▶ **YOUR ASSIGNMENT**: Scan the entries below for the word "Cipreses". Copy each line that has it.

▶ **SOURCE RECORDS**:
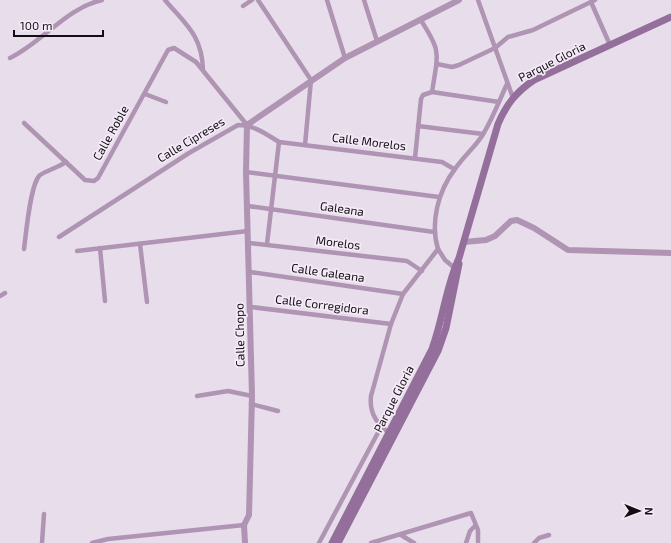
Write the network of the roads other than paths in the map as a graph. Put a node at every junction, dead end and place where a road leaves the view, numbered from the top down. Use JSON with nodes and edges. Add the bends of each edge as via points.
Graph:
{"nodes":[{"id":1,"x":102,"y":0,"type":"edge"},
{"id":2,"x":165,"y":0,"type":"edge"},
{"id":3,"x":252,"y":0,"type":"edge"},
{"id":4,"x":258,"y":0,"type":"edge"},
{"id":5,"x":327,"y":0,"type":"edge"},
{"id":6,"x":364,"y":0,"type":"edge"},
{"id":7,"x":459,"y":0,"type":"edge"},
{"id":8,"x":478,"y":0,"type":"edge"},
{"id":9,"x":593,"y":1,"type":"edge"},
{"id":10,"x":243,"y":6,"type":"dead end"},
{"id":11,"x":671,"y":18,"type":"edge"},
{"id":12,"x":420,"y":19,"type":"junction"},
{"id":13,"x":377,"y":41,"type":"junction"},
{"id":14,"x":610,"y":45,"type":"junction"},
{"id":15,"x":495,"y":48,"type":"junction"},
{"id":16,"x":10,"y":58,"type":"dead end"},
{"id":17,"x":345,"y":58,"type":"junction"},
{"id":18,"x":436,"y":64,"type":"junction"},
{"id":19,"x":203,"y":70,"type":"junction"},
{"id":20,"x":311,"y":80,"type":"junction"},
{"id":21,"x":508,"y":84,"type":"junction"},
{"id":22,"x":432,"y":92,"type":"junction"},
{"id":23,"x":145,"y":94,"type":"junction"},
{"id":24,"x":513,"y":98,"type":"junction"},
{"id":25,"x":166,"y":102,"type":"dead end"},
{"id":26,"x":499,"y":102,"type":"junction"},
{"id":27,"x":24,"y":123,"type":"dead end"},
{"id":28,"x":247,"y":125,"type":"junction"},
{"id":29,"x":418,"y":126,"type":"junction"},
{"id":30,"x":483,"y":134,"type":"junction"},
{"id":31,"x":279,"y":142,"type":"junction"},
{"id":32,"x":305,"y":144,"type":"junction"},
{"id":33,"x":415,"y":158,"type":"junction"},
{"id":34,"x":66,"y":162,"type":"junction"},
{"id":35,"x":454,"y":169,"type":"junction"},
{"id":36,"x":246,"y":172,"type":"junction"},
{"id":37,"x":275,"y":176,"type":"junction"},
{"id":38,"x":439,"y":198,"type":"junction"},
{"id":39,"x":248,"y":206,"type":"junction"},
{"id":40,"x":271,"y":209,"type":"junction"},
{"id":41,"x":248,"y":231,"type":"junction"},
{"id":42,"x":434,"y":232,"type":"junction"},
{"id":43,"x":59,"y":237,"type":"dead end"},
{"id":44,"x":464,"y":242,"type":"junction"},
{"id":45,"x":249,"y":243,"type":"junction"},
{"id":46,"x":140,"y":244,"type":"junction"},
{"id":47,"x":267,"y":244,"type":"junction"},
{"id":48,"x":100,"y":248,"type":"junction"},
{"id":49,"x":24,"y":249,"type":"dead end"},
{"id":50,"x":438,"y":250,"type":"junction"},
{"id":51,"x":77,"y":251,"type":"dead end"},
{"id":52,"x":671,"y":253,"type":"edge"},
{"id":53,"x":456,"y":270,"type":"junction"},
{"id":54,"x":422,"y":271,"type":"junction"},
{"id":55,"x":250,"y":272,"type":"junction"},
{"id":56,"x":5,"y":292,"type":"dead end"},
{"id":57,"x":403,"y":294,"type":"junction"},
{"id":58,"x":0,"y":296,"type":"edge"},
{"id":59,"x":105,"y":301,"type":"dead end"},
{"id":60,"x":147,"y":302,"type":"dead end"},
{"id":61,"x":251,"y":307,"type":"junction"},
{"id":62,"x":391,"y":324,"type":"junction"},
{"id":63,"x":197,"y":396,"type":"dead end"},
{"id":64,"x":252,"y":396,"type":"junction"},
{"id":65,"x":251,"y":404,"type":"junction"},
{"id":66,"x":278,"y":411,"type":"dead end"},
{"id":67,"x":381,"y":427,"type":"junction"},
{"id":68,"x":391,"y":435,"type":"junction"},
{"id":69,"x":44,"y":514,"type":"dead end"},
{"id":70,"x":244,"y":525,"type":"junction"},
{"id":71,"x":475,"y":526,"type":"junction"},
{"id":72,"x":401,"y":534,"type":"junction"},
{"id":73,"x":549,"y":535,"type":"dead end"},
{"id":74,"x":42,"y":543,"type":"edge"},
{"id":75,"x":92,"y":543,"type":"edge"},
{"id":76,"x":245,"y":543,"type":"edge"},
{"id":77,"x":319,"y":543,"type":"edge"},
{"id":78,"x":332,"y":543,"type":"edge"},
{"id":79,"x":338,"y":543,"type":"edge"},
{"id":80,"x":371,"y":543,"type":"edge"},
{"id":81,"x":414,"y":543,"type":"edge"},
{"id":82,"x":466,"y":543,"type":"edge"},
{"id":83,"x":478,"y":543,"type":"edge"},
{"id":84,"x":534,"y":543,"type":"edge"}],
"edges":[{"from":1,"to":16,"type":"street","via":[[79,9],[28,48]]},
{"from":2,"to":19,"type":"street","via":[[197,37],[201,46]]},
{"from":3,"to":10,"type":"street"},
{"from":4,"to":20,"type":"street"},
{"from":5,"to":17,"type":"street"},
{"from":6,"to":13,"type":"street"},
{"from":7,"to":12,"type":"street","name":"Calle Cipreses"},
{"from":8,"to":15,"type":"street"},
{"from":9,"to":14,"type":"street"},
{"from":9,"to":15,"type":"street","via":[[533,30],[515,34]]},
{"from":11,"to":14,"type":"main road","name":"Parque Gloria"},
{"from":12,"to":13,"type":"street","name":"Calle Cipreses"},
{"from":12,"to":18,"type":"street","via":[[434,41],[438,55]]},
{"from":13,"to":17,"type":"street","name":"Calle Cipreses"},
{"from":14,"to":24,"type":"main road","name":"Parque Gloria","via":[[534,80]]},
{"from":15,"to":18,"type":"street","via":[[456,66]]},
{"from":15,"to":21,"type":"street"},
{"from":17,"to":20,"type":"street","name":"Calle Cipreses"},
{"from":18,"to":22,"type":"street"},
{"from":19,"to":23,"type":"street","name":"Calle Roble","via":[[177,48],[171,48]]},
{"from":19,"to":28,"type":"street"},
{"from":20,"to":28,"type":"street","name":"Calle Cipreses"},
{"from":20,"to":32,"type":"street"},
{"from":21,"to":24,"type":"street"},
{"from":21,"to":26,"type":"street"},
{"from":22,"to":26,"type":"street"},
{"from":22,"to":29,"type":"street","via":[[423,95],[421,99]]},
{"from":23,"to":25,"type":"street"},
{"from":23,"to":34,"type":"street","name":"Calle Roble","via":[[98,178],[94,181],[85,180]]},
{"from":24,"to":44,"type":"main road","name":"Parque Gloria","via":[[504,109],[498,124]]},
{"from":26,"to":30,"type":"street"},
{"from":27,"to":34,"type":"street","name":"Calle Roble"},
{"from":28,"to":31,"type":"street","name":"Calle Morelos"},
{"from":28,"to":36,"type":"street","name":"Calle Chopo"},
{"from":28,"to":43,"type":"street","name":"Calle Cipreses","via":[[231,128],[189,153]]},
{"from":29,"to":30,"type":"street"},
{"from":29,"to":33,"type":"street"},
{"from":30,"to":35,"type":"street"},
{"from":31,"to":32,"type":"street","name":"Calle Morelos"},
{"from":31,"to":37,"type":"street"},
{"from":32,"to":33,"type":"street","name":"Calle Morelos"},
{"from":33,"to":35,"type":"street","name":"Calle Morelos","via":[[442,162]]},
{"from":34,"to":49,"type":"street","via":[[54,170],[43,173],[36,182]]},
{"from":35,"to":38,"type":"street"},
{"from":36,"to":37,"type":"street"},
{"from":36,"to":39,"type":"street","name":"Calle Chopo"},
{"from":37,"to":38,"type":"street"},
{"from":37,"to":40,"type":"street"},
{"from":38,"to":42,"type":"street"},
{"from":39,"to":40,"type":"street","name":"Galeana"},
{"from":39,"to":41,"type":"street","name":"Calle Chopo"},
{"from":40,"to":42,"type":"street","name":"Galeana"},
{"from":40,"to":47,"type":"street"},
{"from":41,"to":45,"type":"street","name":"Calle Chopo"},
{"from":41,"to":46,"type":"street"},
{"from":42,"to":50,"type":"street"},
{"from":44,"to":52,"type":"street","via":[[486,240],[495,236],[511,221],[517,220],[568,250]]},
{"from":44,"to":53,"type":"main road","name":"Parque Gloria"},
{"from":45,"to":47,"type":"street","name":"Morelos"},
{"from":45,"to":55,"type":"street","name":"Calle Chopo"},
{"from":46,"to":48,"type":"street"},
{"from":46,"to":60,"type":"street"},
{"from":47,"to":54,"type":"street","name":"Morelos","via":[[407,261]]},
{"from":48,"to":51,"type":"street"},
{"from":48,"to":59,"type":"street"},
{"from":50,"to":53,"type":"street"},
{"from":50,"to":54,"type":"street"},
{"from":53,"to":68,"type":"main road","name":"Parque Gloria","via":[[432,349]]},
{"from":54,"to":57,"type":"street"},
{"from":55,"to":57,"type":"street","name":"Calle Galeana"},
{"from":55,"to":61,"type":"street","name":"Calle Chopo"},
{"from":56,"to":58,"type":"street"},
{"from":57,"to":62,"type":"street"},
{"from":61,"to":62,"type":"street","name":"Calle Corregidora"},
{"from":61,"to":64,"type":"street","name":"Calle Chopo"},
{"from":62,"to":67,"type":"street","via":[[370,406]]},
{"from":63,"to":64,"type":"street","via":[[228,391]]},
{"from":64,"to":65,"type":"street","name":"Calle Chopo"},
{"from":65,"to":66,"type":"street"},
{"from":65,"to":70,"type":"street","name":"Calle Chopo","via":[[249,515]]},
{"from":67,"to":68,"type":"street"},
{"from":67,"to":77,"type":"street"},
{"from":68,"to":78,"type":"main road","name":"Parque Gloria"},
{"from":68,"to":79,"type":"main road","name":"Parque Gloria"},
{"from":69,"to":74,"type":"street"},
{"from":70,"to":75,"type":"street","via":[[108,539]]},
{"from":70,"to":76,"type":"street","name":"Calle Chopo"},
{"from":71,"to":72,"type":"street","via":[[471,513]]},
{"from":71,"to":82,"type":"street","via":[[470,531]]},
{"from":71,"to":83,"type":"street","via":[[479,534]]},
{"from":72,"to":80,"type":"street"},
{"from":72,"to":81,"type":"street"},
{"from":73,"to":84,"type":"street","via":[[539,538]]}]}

▶ **SOLUTION TO THE EXERCISE**:
{"from":7,"to":12,"type":"street","name":"Calle Cipreses"},
{"from":12,"to":13,"type":"street","name":"Calle Cipreses"},
{"from":13,"to":17,"type":"street","name":"Calle Cipreses"},
{"from":17,"to":20,"type":"street","name":"Calle Cipreses"},
{"from":20,"to":28,"type":"street","name":"Calle Cipreses"},
{"from":28,"to":43,"type":"street","name":"Calle Cipreses","via":[[231,128],[189,153]]},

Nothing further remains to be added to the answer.